** ENTRIES SUPPLIED follows **

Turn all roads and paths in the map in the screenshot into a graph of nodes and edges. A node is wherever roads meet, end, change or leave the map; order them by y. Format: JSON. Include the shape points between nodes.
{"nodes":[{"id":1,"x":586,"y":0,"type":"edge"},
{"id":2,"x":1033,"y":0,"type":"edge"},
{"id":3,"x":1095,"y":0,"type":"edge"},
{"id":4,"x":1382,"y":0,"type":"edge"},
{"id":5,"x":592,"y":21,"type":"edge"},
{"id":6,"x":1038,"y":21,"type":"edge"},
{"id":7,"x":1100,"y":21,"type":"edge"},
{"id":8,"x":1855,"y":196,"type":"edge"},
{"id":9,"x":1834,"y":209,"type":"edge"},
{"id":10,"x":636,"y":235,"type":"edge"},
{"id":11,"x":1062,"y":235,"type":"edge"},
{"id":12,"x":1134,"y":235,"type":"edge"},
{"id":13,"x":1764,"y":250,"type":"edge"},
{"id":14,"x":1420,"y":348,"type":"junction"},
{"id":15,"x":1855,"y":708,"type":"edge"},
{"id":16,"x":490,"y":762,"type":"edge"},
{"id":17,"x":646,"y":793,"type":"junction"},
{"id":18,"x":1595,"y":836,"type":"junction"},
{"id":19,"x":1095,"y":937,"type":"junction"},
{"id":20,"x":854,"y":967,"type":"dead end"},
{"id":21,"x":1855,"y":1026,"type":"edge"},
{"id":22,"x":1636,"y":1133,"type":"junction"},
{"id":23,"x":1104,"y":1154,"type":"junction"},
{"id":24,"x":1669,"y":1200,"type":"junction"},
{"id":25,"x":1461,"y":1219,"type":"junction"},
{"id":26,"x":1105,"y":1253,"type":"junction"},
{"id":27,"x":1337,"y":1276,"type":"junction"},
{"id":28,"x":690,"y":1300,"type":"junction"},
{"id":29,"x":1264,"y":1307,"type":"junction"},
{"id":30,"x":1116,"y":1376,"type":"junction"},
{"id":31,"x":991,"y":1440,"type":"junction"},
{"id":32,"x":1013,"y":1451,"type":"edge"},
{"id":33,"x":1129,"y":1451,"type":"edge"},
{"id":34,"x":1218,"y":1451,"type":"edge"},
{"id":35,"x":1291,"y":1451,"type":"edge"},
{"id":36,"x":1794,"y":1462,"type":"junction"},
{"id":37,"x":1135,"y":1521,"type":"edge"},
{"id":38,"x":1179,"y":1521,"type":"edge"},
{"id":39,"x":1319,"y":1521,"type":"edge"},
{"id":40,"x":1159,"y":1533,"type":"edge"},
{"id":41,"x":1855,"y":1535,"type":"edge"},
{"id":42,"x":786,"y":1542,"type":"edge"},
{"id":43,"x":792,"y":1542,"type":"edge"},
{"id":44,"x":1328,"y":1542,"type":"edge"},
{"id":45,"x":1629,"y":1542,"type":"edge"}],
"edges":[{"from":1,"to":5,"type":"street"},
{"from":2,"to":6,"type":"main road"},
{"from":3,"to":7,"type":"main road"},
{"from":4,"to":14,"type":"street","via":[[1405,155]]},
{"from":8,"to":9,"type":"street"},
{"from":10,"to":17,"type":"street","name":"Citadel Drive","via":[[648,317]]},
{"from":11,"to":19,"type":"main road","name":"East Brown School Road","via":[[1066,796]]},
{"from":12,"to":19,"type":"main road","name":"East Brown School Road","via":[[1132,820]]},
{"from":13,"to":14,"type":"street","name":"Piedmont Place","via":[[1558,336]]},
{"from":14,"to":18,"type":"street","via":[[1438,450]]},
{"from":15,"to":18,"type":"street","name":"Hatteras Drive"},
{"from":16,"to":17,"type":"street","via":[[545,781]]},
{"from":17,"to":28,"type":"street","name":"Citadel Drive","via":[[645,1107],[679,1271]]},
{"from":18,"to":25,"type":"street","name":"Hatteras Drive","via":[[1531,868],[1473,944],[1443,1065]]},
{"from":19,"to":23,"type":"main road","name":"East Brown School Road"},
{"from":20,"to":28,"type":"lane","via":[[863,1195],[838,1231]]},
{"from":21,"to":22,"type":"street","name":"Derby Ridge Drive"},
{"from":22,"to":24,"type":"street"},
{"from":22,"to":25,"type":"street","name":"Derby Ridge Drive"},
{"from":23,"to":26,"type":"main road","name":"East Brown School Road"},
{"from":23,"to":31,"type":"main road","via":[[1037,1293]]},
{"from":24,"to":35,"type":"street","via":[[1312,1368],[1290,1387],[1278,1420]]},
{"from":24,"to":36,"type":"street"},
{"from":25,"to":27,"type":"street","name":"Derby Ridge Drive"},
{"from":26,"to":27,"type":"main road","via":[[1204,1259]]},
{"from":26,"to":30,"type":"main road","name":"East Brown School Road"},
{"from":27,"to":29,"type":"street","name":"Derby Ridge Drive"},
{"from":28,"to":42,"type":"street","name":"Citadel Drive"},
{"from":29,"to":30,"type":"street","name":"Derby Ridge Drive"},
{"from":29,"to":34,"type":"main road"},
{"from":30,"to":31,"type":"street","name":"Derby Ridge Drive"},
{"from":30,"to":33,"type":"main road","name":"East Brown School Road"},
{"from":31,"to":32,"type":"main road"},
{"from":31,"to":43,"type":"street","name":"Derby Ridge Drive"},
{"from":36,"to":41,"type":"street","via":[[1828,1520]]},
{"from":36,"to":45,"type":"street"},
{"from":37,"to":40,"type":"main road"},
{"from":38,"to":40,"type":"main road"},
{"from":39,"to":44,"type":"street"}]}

** End of ENTRIES SUPPLIED **

Return the records exactly, character for character.

Turn all roads and paths in the map in the screenshot into a graph of nodes and edges. A node is wherever roads meet, end, change or leave the map; order them by y. Format: JSON. Include the shape points between nodes.
{"nodes":[{"id":1,"x":586,"y":0,"type":"edge"},
{"id":2,"x":1033,"y":0,"type":"edge"},
{"id":3,"x":1095,"y":0,"type":"edge"},
{"id":4,"x":1382,"y":0,"type":"edge"},
{"id":5,"x":592,"y":21,"type":"edge"},
{"id":6,"x":1038,"y":21,"type":"edge"},
{"id":7,"x":1100,"y":21,"type":"edge"},
{"id":8,"x":1855,"y":196,"type":"edge"},
{"id":9,"x":1834,"y":209,"type":"edge"},
{"id":10,"x":636,"y":235,"type":"edge"},
{"id":11,"x":1062,"y":235,"type":"edge"},
{"id":12,"x":1134,"y":235,"type":"edge"},
{"id":13,"x":1764,"y":250,"type":"edge"},
{"id":14,"x":1420,"y":348,"type":"junction"},
{"id":15,"x":1855,"y":708,"type":"edge"},
{"id":16,"x":490,"y":762,"type":"edge"},
{"id":17,"x":646,"y":793,"type":"junction"},
{"id":18,"x":1595,"y":836,"type":"junction"},
{"id":19,"x":1095,"y":937,"type":"junction"},
{"id":20,"x":854,"y":967,"type":"dead end"},
{"id":21,"x":1855,"y":1026,"type":"edge"},
{"id":22,"x":1636,"y":1133,"type":"junction"},
{"id":23,"x":1104,"y":1154,"type":"junction"},
{"id":24,"x":1669,"y":1200,"type":"junction"},
{"id":25,"x":1461,"y":1219,"type":"junction"},
{"id":26,"x":1105,"y":1253,"type":"junction"},
{"id":27,"x":1337,"y":1276,"type":"junction"},
{"id":28,"x":690,"y":1300,"type":"junction"},
{"id":29,"x":1264,"y":1307,"type":"junction"},
{"id":30,"x":1116,"y":1376,"type":"junction"},
{"id":31,"x":991,"y":1440,"type":"junction"},
{"id":32,"x":1013,"y":1451,"type":"edge"},
{"id":33,"x":1129,"y":1451,"type":"edge"},
{"id":34,"x":1218,"y":1451,"type":"edge"},
{"id":35,"x":1291,"y":1451,"type":"edge"},
{"id":36,"x":1794,"y":1462,"type":"junction"},
{"id":37,"x":1135,"y":1521,"type":"edge"},
{"id":38,"x":1179,"y":1521,"type":"edge"},
{"id":39,"x":1319,"y":1521,"type":"edge"},
{"id":40,"x":1159,"y":1533,"type":"edge"},
{"id":41,"x":1855,"y":1535,"type":"edge"},
{"id":42,"x":786,"y":1542,"type":"edge"},
{"id":43,"x":792,"y":1542,"type":"edge"},
{"id":44,"x":1328,"y":1542,"type":"edge"},
{"id":45,"x":1629,"y":1542,"type":"edge"}],
"edges":[{"from":1,"to":5,"type":"street"},
{"from":2,"to":6,"type":"main road"},
{"from":3,"to":7,"type":"main road"},
{"from":4,"to":14,"type":"street","via":[[1405,155]]},
{"from":8,"to":9,"type":"street"},
{"from":10,"to":17,"type":"street","name":"Citadel Drive","via":[[648,317]]},
{"from":11,"to":19,"type":"main road","name":"East Brown School Road","via":[[1066,796]]},
{"from":12,"to":19,"type":"main road","name":"East Brown School Road","via":[[1132,820]]},
{"from":13,"to":14,"type":"street","name":"Piedmont Place","via":[[1558,336]]},
{"from":14,"to":18,"type":"street","via":[[1438,450]]},
{"from":15,"to":18,"type":"street","name":"Hatteras Drive"},
{"from":16,"to":17,"type":"street","via":[[545,781]]},
{"from":17,"to":28,"type":"street","name":"Citadel Drive","via":[[645,1107],[679,1271]]},
{"from":18,"to":25,"type":"street","name":"Hatteras Drive","via":[[1531,868],[1473,944],[1443,1065]]},
{"from":19,"to":23,"type":"main road","name":"East Brown School Road"},
{"from":20,"to":28,"type":"lane","via":[[863,1195],[838,1231]]},
{"from":21,"to":22,"type":"street","name":"Derby Ridge Drive"},
{"from":22,"to":24,"type":"street"},
{"from":22,"to":25,"type":"street","name":"Derby Ridge Drive"},
{"from":23,"to":26,"type":"main road","name":"East Brown School Road"},
{"from":23,"to":31,"type":"main road","via":[[1037,1293]]},
{"from":24,"to":35,"type":"street","via":[[1312,1368],[1290,1387],[1278,1420]]},
{"from":24,"to":36,"type":"street"},
{"from":25,"to":27,"type":"street","name":"Derby Ridge Drive"},
{"from":26,"to":27,"type":"main road","via":[[1204,1259]]},
{"from":26,"to":30,"type":"main road","name":"East Brown School Road"},
{"from":27,"to":29,"type":"street","name":"Derby Ridge Drive"},
{"from":28,"to":42,"type":"street","name":"Citadel Drive"},
{"from":29,"to":30,"type":"street","name":"Derby Ridge Drive"},
{"from":29,"to":34,"type":"main road"},
{"from":30,"to":31,"type":"street","name":"Derby Ridge Drive"},
{"from":30,"to":33,"type":"main road","name":"East Brown School Road"},
{"from":31,"to":32,"type":"main road"},
{"from":31,"to":43,"type":"street","name":"Derby Ridge Drive"},
{"from":36,"to":41,"type":"street","via":[[1828,1520]]},
{"from":36,"to":45,"type":"street"},
{"from":37,"to":40,"type":"main road"},
{"from":38,"to":40,"type":"main road"},
{"from":39,"to":44,"type":"street"}]}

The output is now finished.